Energy taxes: We would expect the
Treasury to play an active role in the energy policy review, currently
underway in the Performance and Innovation Unit of the Cabinet
Office. There has been some concern that the Treasury has not
been engaged in the reviewDespite being on the advisory
group, the Financial Secretary did not attend the first few meetings,
though he did take part in the most recent one. In the short term,
the climate change levy should continue to increase, with the
revenues being used to cut other business taxes or support energy
saving measures. We see no environmental justification for exempting
nuclear energy from the levy. The question of domestic energy
levies also needs to be tackled in the medium term.

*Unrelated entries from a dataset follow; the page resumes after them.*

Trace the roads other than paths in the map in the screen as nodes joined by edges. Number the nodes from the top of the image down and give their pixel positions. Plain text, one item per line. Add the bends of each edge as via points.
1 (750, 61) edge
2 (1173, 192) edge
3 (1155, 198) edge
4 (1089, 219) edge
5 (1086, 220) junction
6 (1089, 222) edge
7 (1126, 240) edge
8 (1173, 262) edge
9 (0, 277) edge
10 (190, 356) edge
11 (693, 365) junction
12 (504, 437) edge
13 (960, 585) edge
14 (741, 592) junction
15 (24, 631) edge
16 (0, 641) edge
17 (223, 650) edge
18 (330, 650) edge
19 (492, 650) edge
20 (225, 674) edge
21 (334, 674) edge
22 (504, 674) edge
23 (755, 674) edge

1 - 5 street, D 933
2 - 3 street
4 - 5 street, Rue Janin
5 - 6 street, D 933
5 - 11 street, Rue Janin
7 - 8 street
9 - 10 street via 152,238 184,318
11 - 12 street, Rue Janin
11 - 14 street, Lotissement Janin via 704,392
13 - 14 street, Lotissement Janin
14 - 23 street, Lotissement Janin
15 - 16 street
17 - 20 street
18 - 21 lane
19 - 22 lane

The pre-budget report and resource productivity
The Performance and Innovation Unit's study
on resource productivity will be published this month. We would
expect the Treasury to take a lead in implementing the report's
findings, and the pre-budget report speech by the Chancellor is
a good opportunity to signal this intention. In particular, resource
productivity should be seen alongside labour productivity as a
key policy driver. Indicators and targets for resource productivity
should inform policy across the board. The Environmental Audit
Committee could return to this issue once the report is published,
in order to asses the progress of the Treasury, DTI, DTLR and
DEFRA in progressing this agenda.
Spending Round 2002
The pre-budget report will be used to officially
launch the 2002 spending round. It is encouraging to hear that,
as part of SR2002, departments are being asked to assess the impact
of their spending bids on sustainable development. This has been
a long-standing recommendation of both NGOs and the Environmental
Audit Committee. There is also increased staffing capacity within
the Treasury to deal with this, and a willingness to discuss the
process with stakeholders, including NGOs. This is a welcome step
forward. The following recommendations set out how we believe
the Treasury should carry out its commitment:
The Treasury should publish its spending
round guidance. The guidance is not sensitive information and,
if it is not published, it is more difficult for stakeholders
to work with government to meet common objectives. It is also
impossible to hold departments, or the Treasury, to account. Whilst
accepting the need for confidentiality surrounding the bids themselves,
we would ask for greater transparency and accountability in the
spending round process.
There is a need to ensure that departments
are taking their responsibilities seriously, building in considerations
of sustainable development at all stages of the process, rather
than carrying out a post-hoc justification of their bid. There
should be an iterative dialogue between departments, the Treasury
and other stakeholders to ensure this.
Sustainable development considerations
are a useful way of assessing or testing departmental bids. In
particular, the Treasury could assess whether the bids contribute
to the government's sustainable development strategy, and the
quality of life indicators.
Departmental PSAs could be linked
directly to the sustainable development strategy and its indicators,
and, given the cross-cutting nature of sustainable development,
greater use could be made of joint PSA targets, such as the previous
DETR/DTI joint target on climate change.
Environmental NGOs are working closely with
the Treasury and departments to contribute to this process. Given
the high level of activity around the spending round and sustainable
development, we would strongly recommend the Environmental Audit
Committee to conduct an enquiry into SR2002 in due course.